**ACTIVITY**.
Within the entries that follow, report how many lines contain the word "Đặng", giving the number by itself.
══════════
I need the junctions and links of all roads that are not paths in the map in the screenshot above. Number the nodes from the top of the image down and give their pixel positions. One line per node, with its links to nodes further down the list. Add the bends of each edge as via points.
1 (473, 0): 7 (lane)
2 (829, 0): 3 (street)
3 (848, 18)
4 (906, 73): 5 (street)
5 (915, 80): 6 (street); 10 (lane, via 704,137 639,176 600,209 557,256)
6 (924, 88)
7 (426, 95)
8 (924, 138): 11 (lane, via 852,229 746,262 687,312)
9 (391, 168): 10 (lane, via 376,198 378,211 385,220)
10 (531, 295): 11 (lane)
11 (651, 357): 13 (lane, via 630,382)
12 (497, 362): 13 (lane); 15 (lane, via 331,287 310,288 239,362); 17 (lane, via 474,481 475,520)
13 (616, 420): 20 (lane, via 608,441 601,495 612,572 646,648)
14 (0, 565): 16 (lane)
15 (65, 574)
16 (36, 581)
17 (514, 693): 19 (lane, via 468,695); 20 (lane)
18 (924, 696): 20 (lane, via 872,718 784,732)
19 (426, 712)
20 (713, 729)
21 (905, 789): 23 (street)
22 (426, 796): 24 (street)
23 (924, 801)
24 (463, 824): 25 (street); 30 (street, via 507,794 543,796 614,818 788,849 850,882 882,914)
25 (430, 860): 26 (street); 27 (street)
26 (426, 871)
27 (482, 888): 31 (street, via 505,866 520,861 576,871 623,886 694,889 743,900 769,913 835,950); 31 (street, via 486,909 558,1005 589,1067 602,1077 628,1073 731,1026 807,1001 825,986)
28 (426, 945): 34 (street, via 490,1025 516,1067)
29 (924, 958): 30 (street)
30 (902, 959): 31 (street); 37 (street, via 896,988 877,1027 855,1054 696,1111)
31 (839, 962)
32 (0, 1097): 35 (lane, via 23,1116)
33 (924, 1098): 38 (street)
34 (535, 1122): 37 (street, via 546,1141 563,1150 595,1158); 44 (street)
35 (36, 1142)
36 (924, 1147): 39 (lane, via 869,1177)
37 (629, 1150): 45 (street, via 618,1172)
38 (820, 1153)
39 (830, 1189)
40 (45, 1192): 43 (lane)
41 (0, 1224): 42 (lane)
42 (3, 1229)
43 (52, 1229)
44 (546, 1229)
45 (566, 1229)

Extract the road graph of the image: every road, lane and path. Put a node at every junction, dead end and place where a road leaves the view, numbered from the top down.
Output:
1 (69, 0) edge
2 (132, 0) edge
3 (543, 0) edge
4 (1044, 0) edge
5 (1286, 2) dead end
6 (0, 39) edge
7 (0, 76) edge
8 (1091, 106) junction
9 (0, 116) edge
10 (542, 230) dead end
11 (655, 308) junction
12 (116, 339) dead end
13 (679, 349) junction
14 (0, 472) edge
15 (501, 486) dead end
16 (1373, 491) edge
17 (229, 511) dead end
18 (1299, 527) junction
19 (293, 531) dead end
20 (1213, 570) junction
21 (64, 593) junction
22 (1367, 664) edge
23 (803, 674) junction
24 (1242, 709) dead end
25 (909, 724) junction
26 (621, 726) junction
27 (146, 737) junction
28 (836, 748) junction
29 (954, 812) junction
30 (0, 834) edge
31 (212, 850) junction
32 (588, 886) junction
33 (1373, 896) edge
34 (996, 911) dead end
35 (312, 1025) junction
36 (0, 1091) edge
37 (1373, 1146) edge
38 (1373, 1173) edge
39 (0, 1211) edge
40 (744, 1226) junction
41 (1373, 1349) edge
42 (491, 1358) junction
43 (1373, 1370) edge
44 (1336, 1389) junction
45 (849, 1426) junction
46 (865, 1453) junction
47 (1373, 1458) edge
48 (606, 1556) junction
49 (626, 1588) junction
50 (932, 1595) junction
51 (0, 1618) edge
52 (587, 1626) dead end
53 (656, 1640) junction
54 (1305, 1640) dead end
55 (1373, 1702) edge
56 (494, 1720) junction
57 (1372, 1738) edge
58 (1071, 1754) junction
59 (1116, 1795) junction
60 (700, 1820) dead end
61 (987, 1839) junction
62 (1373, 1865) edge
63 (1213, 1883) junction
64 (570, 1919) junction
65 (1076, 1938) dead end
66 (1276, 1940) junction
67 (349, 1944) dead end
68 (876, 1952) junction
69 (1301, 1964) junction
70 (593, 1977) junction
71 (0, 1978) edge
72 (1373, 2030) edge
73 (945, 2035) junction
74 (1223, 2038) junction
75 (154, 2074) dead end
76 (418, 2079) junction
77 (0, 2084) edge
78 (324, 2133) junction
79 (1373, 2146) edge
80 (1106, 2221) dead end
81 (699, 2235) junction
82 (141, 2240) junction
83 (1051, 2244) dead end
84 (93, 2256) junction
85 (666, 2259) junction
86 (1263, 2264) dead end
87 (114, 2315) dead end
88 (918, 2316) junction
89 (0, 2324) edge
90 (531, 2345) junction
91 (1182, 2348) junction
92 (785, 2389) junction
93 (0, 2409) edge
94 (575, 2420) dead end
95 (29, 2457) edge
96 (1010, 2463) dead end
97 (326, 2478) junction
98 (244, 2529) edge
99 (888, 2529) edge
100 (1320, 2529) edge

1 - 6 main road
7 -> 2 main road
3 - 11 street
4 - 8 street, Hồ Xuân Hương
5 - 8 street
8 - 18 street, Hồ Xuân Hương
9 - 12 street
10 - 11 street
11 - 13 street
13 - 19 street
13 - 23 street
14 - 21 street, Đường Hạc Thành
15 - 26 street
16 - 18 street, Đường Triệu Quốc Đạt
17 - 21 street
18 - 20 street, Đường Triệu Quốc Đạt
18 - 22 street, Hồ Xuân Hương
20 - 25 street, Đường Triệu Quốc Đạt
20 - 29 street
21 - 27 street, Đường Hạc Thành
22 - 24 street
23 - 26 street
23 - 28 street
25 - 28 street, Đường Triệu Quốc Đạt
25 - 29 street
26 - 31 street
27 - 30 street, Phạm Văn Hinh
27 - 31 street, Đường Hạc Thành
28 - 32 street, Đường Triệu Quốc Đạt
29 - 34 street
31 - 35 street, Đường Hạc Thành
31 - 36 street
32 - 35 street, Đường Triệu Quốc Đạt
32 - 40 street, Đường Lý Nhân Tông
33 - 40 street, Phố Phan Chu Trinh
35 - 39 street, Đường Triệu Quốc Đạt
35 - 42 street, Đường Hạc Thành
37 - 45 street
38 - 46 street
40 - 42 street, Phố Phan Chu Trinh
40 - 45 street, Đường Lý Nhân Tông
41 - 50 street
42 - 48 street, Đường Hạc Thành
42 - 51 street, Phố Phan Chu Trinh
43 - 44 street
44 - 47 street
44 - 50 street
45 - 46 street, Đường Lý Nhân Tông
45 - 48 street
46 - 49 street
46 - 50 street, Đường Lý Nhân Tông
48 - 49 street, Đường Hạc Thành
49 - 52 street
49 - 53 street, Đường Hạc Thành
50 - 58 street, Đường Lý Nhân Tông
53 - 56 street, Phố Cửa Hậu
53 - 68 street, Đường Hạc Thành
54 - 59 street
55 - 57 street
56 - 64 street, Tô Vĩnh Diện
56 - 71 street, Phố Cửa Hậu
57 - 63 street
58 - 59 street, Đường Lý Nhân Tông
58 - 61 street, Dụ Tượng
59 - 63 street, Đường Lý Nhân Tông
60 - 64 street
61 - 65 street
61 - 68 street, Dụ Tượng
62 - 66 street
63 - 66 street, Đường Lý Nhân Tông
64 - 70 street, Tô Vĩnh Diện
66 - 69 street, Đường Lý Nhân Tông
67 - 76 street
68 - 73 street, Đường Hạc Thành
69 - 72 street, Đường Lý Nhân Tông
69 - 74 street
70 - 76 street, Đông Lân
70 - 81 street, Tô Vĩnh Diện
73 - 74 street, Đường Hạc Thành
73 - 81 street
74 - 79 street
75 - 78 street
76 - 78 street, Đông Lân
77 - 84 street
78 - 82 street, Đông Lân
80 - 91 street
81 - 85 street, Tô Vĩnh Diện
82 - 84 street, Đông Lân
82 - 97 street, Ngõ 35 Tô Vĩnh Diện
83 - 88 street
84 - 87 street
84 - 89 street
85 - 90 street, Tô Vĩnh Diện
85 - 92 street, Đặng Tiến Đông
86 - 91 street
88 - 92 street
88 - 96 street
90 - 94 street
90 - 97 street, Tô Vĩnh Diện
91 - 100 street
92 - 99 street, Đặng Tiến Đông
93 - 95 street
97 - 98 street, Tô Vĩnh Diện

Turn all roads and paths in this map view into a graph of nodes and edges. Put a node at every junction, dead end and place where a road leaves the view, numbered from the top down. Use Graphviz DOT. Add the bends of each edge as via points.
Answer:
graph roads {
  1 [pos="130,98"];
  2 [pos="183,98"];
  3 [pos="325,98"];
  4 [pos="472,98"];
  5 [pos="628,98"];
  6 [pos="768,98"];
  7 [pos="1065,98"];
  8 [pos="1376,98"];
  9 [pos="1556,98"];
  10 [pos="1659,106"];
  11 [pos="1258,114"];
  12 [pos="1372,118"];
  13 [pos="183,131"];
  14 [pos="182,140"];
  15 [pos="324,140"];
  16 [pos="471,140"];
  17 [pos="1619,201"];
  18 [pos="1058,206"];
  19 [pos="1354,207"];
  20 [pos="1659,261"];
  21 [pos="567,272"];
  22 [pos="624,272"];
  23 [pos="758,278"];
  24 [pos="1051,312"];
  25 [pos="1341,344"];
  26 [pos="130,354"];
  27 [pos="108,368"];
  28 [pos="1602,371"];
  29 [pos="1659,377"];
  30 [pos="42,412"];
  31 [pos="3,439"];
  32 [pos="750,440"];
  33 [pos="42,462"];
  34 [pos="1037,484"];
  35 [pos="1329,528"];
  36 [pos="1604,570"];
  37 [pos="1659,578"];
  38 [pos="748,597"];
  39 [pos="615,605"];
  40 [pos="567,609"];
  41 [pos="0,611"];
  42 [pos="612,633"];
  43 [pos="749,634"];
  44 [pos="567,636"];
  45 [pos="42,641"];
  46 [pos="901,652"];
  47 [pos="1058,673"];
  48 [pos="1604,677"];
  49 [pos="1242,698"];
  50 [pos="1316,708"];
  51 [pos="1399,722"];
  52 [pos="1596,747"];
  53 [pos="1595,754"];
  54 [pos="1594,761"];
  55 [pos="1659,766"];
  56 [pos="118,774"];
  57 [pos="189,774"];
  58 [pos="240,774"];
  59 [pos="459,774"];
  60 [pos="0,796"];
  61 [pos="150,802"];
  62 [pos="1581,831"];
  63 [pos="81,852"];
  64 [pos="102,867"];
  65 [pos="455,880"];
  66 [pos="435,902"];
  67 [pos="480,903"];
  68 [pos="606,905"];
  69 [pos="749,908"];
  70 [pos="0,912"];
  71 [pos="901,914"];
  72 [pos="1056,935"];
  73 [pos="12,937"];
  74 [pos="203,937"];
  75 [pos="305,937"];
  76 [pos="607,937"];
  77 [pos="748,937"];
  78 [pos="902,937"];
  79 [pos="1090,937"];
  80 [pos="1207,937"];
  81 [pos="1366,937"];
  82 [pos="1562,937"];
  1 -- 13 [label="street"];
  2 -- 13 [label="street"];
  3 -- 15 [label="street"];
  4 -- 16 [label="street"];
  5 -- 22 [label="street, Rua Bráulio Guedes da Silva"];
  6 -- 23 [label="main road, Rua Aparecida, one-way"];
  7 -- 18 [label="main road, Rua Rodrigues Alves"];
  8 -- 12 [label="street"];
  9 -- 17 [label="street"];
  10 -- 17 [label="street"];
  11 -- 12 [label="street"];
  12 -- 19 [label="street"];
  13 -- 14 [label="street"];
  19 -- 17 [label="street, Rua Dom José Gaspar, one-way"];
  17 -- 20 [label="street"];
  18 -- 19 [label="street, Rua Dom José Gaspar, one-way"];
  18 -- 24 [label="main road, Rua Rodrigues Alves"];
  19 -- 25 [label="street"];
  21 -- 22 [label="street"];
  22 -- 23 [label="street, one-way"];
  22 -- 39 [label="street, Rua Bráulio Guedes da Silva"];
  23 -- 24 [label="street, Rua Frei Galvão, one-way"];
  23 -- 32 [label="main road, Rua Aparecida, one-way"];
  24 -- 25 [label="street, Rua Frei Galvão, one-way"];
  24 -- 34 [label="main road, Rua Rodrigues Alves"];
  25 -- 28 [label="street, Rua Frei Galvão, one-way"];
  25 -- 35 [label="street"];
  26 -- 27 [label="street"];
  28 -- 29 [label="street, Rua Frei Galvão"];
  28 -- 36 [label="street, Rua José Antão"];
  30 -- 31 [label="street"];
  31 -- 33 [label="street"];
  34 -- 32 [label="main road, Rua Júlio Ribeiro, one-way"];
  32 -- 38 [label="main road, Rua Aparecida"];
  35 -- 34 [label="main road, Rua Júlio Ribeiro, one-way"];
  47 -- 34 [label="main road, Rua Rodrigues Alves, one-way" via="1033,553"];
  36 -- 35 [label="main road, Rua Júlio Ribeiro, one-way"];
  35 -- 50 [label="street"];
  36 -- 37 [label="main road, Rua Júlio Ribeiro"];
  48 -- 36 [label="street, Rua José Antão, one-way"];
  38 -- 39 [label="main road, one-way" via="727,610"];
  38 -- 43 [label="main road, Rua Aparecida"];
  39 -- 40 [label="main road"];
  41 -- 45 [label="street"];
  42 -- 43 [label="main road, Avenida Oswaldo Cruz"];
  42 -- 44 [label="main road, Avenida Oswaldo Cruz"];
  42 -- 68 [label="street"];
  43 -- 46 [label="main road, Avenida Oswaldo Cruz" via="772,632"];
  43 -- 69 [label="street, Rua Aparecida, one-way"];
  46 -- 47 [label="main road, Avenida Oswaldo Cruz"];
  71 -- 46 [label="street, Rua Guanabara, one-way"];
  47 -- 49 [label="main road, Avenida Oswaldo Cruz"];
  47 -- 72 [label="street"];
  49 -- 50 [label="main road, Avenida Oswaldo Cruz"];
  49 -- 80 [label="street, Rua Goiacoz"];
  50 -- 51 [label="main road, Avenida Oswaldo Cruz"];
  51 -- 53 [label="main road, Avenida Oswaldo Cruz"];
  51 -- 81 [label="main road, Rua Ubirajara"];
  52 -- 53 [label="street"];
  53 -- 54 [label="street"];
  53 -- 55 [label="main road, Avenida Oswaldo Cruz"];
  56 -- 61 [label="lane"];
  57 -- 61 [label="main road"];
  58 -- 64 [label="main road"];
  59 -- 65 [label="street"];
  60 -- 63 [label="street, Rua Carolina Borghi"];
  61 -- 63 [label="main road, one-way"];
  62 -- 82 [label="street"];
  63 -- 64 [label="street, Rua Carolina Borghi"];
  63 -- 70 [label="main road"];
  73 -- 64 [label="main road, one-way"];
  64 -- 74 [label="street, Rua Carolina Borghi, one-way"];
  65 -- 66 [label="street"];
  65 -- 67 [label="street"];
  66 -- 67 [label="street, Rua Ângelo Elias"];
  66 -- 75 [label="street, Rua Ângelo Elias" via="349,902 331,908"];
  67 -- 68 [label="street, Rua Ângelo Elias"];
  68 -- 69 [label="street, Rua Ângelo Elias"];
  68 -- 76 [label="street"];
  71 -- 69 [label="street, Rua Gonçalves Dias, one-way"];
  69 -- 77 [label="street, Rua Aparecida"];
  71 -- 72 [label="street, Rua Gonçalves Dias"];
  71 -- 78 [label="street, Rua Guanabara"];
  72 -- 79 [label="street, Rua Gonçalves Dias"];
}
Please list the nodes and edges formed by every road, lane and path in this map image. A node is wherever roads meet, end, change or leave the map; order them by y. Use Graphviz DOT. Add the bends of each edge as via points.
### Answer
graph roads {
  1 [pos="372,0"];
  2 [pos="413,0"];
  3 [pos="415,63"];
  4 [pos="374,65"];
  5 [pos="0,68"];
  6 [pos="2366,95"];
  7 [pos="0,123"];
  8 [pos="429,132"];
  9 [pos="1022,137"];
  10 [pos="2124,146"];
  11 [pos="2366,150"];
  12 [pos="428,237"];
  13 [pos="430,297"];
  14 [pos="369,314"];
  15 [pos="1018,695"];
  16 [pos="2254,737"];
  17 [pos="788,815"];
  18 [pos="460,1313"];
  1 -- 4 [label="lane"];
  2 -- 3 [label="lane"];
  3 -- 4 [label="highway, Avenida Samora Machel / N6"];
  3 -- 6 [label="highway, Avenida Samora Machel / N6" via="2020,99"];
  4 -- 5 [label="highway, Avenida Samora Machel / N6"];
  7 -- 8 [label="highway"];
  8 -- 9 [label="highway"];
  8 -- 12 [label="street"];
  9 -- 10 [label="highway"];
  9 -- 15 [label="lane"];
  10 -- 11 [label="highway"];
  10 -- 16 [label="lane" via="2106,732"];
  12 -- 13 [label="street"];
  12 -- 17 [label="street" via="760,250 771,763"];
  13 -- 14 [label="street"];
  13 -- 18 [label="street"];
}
══════════
**RESPONSE BELOW**.
2